Wie zitiert man den „Gebhardt“ korrekt? In Zeiten von Bologna-Reform und verkürzten Studiengängen ist die bibliographische Aufnahme dieser Mutter aller Handbücher ein für manche Proseminaristen nicht ganz einfach zu lösendes Problem, das zu einer gewissen Kreativität herausfordert. Durch die 10. Auflage des traditionsreichen Unternehmens ist dies auch nicht eben leichter geworden. Aber ist diese 10. Auflage des Gebhardt überhaupt ein „Handbuch“ im klassischen Sinn, ein Faktensteinbruch und Ort kanonischer Deutungen, der knapp und trocken über Ereignisse, Prozesse und Strukturen informiert und Schneisen in die Forschungslandschaft schlägt? Johannes Burkhardts Band zum Heiligen Römischen Reich zwischen 1648 und 1763 ist zuerst und vor allem eine glänzend geschriebene historische Erzählung. Über weite Strecken gelingt es dem Verfasser, seinen Lesern selbst noch so hölzern anmutende Konstrukte des Reichs wie Kreisassoziationen oder den Umbau des Kurkollegs als nachgerade spannende Phänomene darzustellen und den Leser mit Schlachten, aber auch mit scheinbar verwirrenden Dingen wie der bayerischen Bündnispolitik um 1700 zu fesseln.

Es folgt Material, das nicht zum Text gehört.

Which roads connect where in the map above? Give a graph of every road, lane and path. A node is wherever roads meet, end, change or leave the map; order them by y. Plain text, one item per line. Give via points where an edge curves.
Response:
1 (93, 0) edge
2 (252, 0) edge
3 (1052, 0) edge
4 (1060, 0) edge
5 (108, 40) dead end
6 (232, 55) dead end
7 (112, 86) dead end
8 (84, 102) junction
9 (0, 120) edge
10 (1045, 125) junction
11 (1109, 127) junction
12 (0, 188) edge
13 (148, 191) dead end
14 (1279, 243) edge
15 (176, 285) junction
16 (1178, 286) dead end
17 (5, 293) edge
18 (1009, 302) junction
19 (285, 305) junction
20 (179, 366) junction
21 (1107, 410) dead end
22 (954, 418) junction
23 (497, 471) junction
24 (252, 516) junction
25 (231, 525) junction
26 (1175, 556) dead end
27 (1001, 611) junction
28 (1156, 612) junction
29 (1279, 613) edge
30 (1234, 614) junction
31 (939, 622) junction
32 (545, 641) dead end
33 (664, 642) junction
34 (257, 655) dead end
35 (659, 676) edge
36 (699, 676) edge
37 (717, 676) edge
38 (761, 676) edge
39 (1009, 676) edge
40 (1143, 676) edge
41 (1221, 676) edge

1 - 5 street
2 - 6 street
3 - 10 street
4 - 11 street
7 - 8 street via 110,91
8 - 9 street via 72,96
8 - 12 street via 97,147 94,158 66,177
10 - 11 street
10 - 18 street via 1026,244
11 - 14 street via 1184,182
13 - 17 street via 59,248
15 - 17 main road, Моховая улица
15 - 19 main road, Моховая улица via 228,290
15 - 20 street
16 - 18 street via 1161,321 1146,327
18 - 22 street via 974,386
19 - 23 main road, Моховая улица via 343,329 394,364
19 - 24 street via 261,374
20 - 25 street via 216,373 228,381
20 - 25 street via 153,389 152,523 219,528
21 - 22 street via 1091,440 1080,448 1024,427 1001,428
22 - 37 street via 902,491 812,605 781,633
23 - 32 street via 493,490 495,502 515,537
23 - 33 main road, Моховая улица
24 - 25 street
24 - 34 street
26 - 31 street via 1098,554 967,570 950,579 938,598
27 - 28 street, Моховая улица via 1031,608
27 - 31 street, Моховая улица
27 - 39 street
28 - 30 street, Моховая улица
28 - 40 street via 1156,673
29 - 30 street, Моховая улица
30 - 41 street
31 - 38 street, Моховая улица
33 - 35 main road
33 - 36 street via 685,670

Das Buch bietet eine Reichsgeschichte vor allem als Darstellung seiner Institutionen, der Ereignisabläufe und der institutionellen Kommunikation, jeweils angereichert mit Forschungsmeinungen. Die Leistungen des Reichsverbandes liegen nach Burkhardt klar in der „Partizipation, Rechtsstaatlichkeit und Friedensfähigkeit im Innern“ (S. 31). Konsens ist die Norm, Dissens die Ausnahme, obgleich der Dissens, wie Burkhardt zurecht anmerkt, die Forschung bisher mehr interessiert hat (etwa S. 84).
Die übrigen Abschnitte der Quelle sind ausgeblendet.